Comparing between the different time points, we observed that both 13/24 and 1/4 ratios were the lowest at median 10 days pio for patients with mild symptoms (Fig. 5C and 5D). Patients with moderate and severe symptoms exhibited lowest 13/24 and 1/4 ratios at median 23 days pio. Both 13/24 and 1/4 ratios increased over the time points, suggesting that IgG subclass imbalance towards a greater Th1 dominance increased over the time points in line with clinical recovery.

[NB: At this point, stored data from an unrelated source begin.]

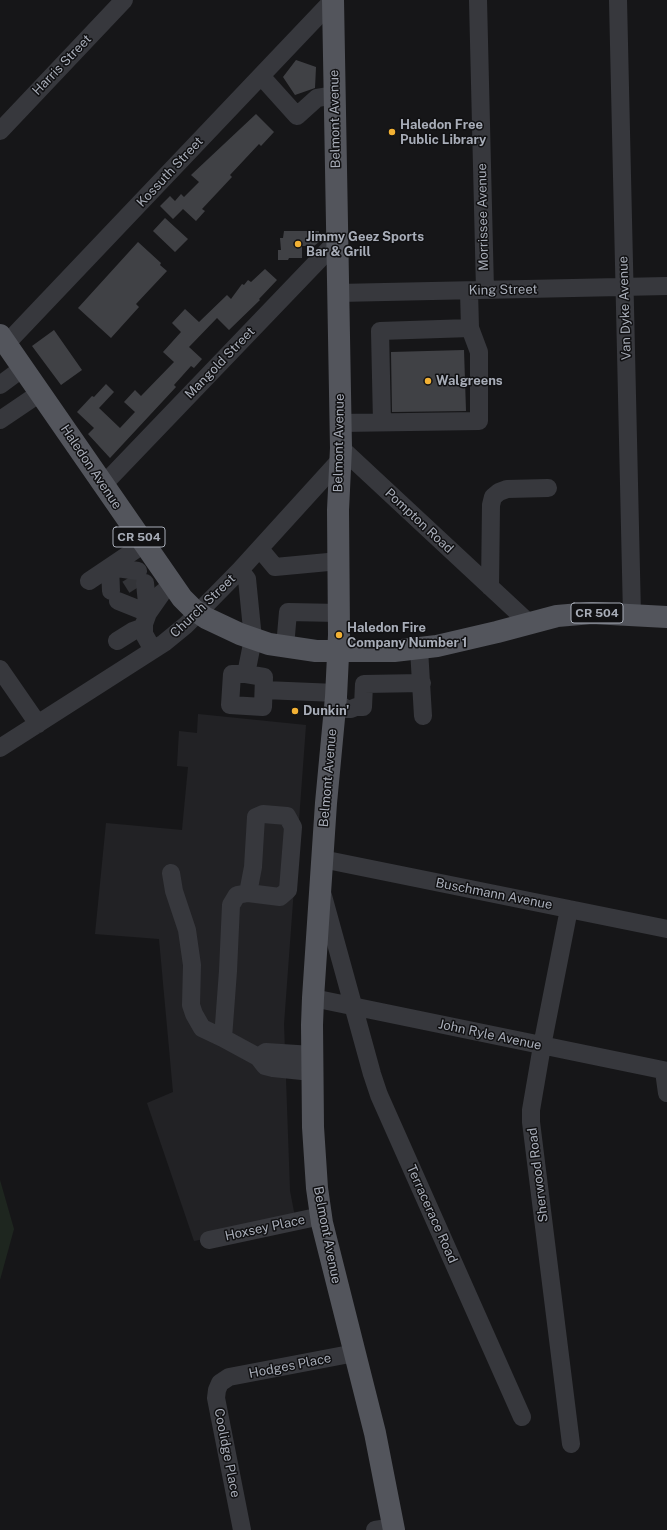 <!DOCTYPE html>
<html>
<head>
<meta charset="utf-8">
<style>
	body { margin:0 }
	canvas { display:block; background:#161618 }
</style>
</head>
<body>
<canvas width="667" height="1530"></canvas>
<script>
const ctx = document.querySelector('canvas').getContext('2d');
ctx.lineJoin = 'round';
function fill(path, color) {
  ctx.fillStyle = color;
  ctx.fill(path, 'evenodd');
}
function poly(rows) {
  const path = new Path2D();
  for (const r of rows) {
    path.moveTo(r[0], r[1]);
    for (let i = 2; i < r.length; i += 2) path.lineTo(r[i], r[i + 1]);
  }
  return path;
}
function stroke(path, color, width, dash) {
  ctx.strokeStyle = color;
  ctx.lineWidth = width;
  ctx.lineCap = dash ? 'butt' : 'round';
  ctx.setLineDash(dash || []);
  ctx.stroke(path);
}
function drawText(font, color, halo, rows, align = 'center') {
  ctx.font = font + ' "Public Sans",sans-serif';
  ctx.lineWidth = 3;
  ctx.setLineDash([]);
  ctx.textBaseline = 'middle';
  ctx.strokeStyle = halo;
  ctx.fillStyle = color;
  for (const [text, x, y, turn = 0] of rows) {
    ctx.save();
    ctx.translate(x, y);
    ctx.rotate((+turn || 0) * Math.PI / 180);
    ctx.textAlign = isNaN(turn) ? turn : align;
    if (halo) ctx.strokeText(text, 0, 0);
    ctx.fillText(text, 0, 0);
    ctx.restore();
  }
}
fill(poly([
	[198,714,306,725,284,1024,290,1191,296,1222,194,1241,147,1103,173,1092,159,939,95,934,106,823,182,830,188,767,177,766,179,731,197,733]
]), '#222225');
fill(poly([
	[0,1180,14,1229,0,1280]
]), '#1e261f');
fill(poly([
	[296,60,316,67,315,88,295,95,283,77],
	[256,114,274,132,261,146,259,144,230,175,232,177,202,209,205,211,196,221,183,209,173,219,160,206,170,196,175,201,181,194,184,197,199,182,191,175],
	[165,218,188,239,175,252,153,231],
	[284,231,319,231,319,242,314,246,302,246,302,258,289,258,288,260,278,260,278,250,281,250,280,238,283,238],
	[138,242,161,263,160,265,167,271,136,304,139,307,111,338,78,308],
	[265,269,277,280,259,299,260,300,229,330,217,318,189,347,202,359,194,368,191,366,174,385,176,387,110,458,88,434,94,428,77,412,92,396,94,397,106,384,114,392,99,408,120,428,135,412,124,402,135,390,141,396,174,362,163,352,181,332,172,323,185,309,199,322,227,295,231,299,242,284,244,285,248,280,251,282],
	[54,330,82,370,61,385,32,346],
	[464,350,466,411,392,412,391,352]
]), '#404145');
stroke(poly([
	[130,577,137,588]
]), '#333438', 18, [18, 9]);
stroke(poly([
	[478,0,485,290],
	[618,0,632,615],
	[261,76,297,116,317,98,335,95],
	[0,131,124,0],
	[338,293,667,286],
	[6,344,333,0],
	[0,385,23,368],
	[0,420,40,393],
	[382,422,380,331,470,328],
	[340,423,479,421,479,352,470,328,469,291],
	[341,448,529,623],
	[103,485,337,241],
	[260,549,275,567,339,561],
	[240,570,247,579,253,639,246,674,232,674,230,705,263,707,264,677,246,674],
	[89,581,144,544],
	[490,587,491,505,493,497,499,492,507,489,548,488],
	[111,591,110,567,138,571],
	[118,601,148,613,145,583],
	[117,641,133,631,144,627],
	[285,647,288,612,339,613],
	[419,649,423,716],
	[153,650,144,634,144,624,148,613,162,593,172,585],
	[0,669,38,724],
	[264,690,336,693],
	[342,706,346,709,351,709,356,707,363,707,364,684,422,683],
	[0,748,164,643,186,625,240,570,340,460],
	[322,859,667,929],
	[171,873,174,891,187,930,192,965,191,1005,194,1014,202,1028,223,1038],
	[248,893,280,897,288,890,293,827,287,816,263,814,256,817,253,867,248,893,237,895,231,905,228,971,223,1038,258,1057],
	[323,896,372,1074,379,1095,522,1417],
	[569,909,542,1046,531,1110,531,1122,571,1444],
	[313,998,667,1071],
	[312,1055,266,1052,258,1057,265,1066,273,1068,312,1072],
	[664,1071,667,1093],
	[209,1240,321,1216],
	[242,1530,216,1398,217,1390,220,1383,229,1377,355,1353],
	[375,1530,394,1527]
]), '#37383d', 18);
stroke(poly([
	[333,0,341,448,338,510,339,635,336,697,326,803,313,998,312,1025,313,1127,317,1188,322,1223,375,1433,394,1530],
	[0,335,182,598,193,609,206,618,240,634,269,644,316,651,394,651,437,646,497,632,557,616,592,613,667,617]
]), '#53555c', 22);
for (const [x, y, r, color] of [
	[392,132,4,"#f2b134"],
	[298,244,4,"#f2b134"],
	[428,381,4,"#f2b134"],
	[339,635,4,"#f2b134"],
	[295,711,4,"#f2b134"]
]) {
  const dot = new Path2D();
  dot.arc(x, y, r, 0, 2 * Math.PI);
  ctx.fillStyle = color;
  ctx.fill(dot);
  stroke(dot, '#111113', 1.5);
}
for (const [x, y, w] of [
	[139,537,52],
	[597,613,52]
]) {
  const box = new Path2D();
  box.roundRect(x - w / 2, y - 10, w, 20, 3);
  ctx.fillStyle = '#111113';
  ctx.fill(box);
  stroke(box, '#a8adb8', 1);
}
drawText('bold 12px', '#a8adb8', null, [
	["CR 504",139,537],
	["CR 504",597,613]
]);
drawText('13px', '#a8adb8', '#111113', [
	["Harris Street",62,65,-46],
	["Belmont Avenue",335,119,-91],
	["Kossuth Street",170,172,-47],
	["Morrissee Avenue",483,217,-91],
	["King Street",503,290,-1],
	["Van Dyke Avenue",625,308,-92],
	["Mangold Street",220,363,-46],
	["Belmont Avenue",339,443,-89],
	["Haledon Avenue",91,467,56],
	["Pompton Road",419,521,43],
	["Church Street",203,606,-44],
	["Belmont Avenue",328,778,-85],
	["Buschmann Avenue",494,894,11],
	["John Ryle Avenue",490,1035,12],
	["Sherwood Road",538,1175,-97],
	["Terracerace Road",432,1214,66],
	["Hoxsey Place",265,1228,-12],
	["Belmont Avenue",327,1235,79],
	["Hodges Place",290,1366,-11],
	["Coolidge Place",227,1453,79]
]);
drawText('bold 13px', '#a8adb8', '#111113', [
	["Haledon Free",400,125],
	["Public Library",400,140],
	["Jimmy Geez Sports",306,237],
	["Bar & Grill",306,252],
	["Walgreens",436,381],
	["Haledon Fire",347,628],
	["Company Number 1",347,643],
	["Dunkin'",303,711]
], 'left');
</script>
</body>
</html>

We also looked at the cytokine profile of the patients at median 101 days and 180 days pio (Fig. S4A). All three IL-2/IL-6, IFN-g/IL-6 and TNF-α/IL-6 ratios were similar across the three severity groups (Fig. 6A). While we did not see any significant difference in the three ratios across the time points for the mild group, we observed that a lower IL-2/IL-6 at earlier time points (median 5 and 10 days pio) and a higher IL-2/IL-6 ratio at later time points (median 23, 101 and 180 days pio) (Fig. 6B). For the severe group, the trend was more pronounced, with all three ratios being lower at earlier time points (median 5 and 10 days pio) and higher at later time points (median 23, 101 and 180 days pio). In general, severe patients demonstrated smaller skew towards Th1 over Th2 response at the early disease phase and the skew towards Th1 response gradually increased to similar levels as mild and moderate patients at the later time points in line with clinical recovery. The skew towards a greater Th1 over Th2 cytokine response at later time points is in agreement with our IgG subclass data, suggesting that a dominance of Th1 over Th2 responses might create a more favourable environment for clinical recovery.